INPUT FOR THIS TASK section start

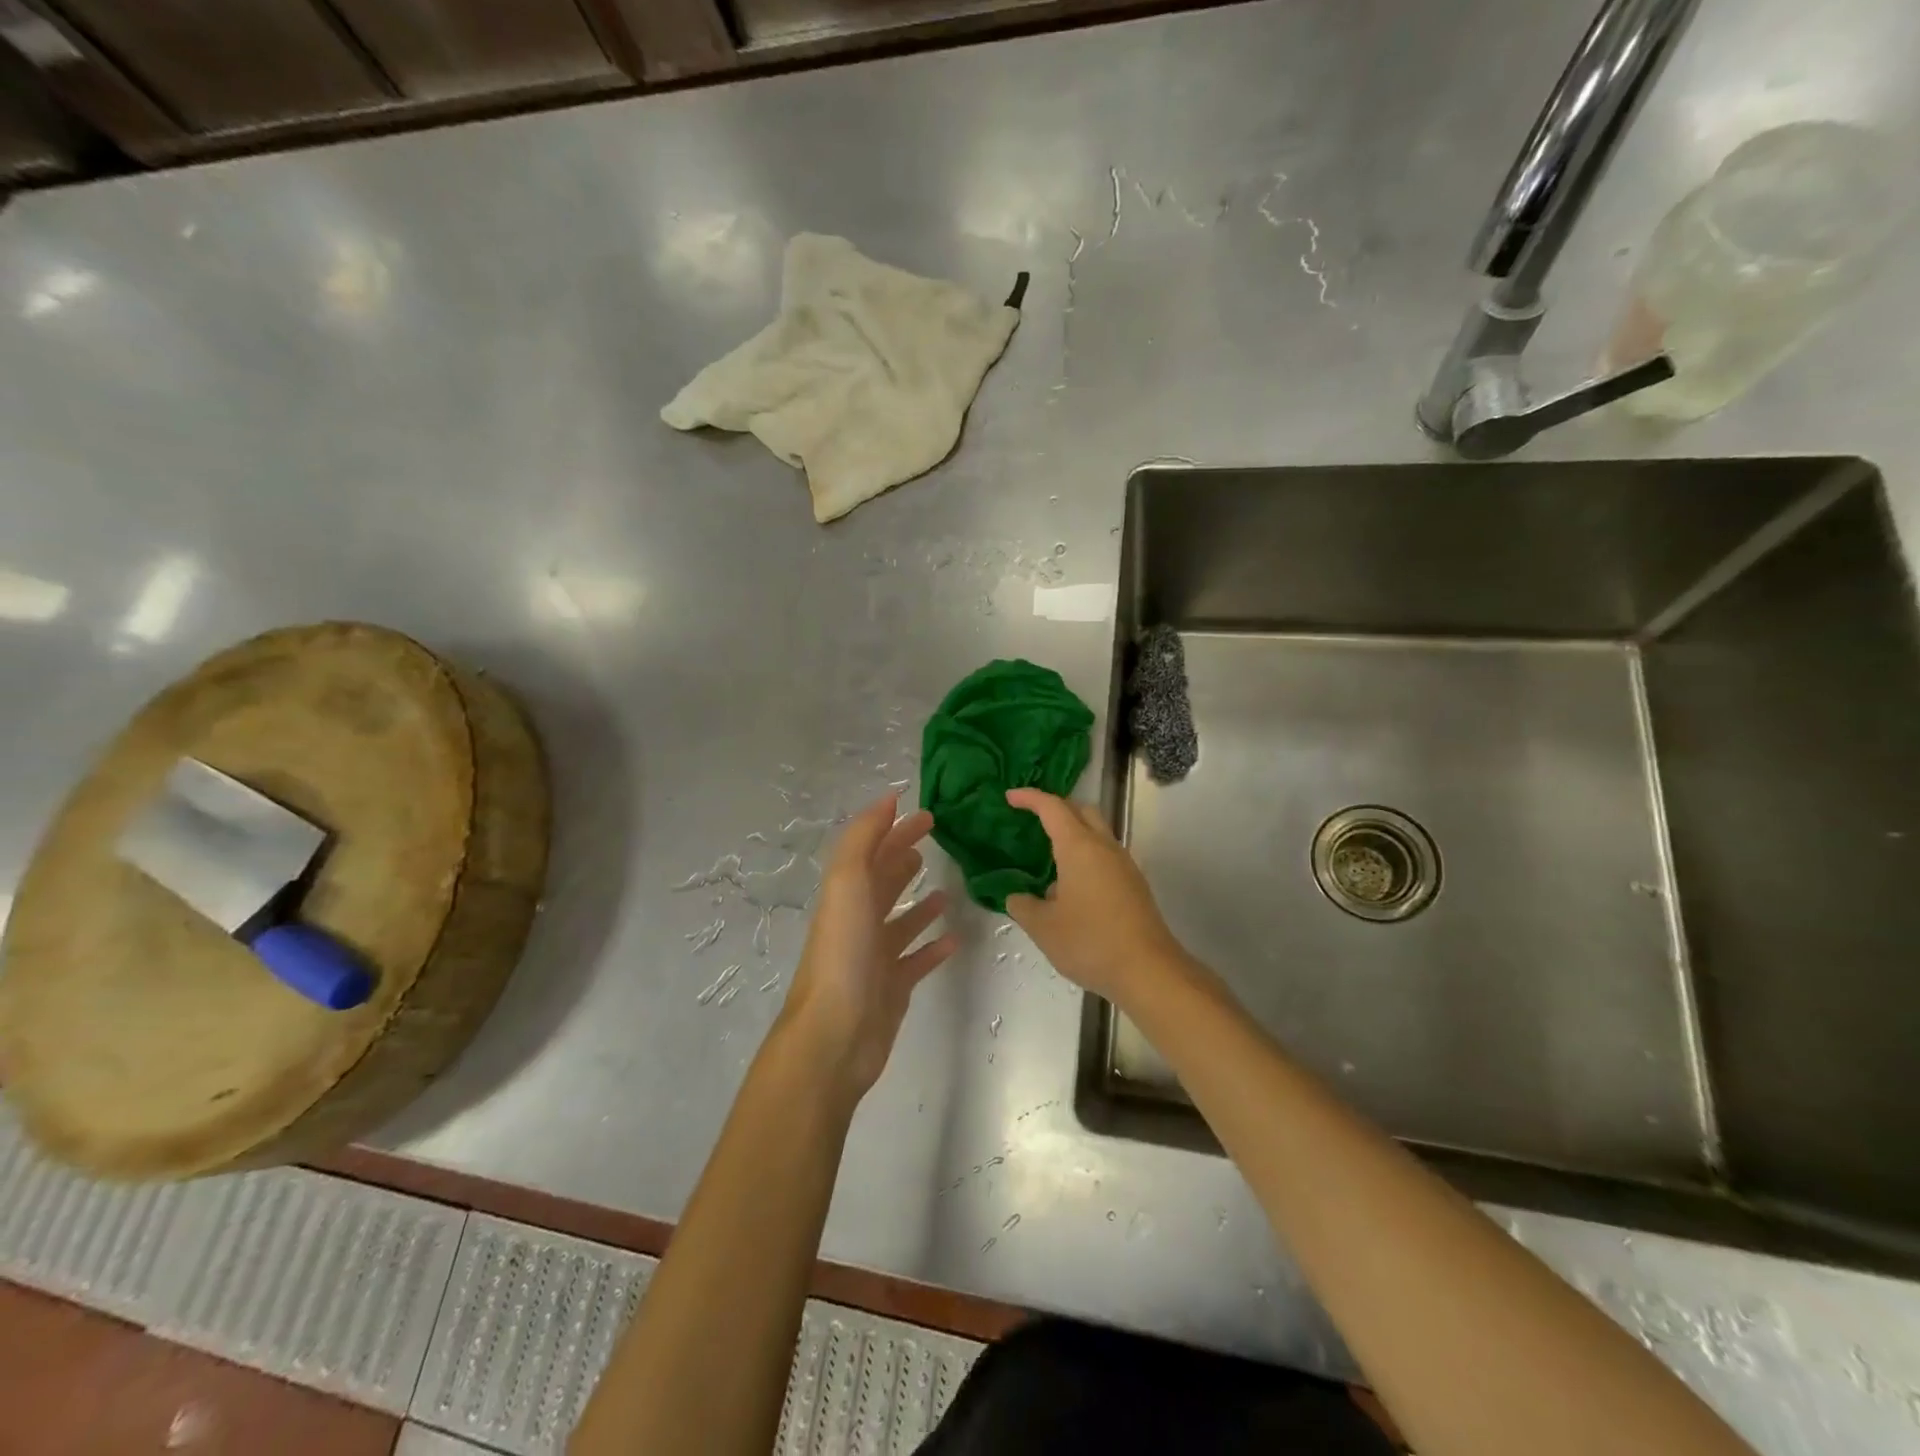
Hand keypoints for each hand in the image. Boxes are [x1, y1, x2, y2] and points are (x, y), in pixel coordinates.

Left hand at [780, 794, 957, 1102]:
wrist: (834, 1034)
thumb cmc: (842, 952)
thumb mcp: (847, 882)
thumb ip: (864, 839)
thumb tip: (888, 799)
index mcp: (847, 894)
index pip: (873, 851)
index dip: (895, 829)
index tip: (927, 814)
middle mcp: (858, 921)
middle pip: (884, 881)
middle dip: (904, 858)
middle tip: (936, 841)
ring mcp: (875, 956)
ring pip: (900, 922)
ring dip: (920, 904)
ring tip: (947, 890)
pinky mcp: (892, 988)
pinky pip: (916, 961)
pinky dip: (932, 948)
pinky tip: (954, 940)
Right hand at [1003, 788, 1187, 1007]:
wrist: (1148, 970)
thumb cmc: (1090, 942)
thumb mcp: (1043, 927)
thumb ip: (1023, 906)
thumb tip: (1017, 897)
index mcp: (1079, 847)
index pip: (1052, 808)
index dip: (1030, 798)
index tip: (1010, 797)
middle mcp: (1104, 847)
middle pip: (1081, 810)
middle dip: (1056, 808)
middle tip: (1032, 820)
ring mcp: (1124, 865)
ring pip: (1097, 833)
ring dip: (1073, 834)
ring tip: (1048, 857)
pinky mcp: (1134, 884)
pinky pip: (1105, 855)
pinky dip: (1085, 855)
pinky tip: (1070, 886)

INPUT FOR THIS TASK section end

▸ TASK ITEM: Each line of the data that holds the word "pinky" should be copied.

▸ RESPONSE TO THE EXERCISE:
pinky mcp: (892, 988)
pinky pip: (916, 961)
pinky dip: (932, 948)
pinky tip: (954, 940)
pinky mcp: (1134, 884)
pinky pip: (1105, 855)
pinky dip: (1085, 855)
pinky tip: (1070, 886)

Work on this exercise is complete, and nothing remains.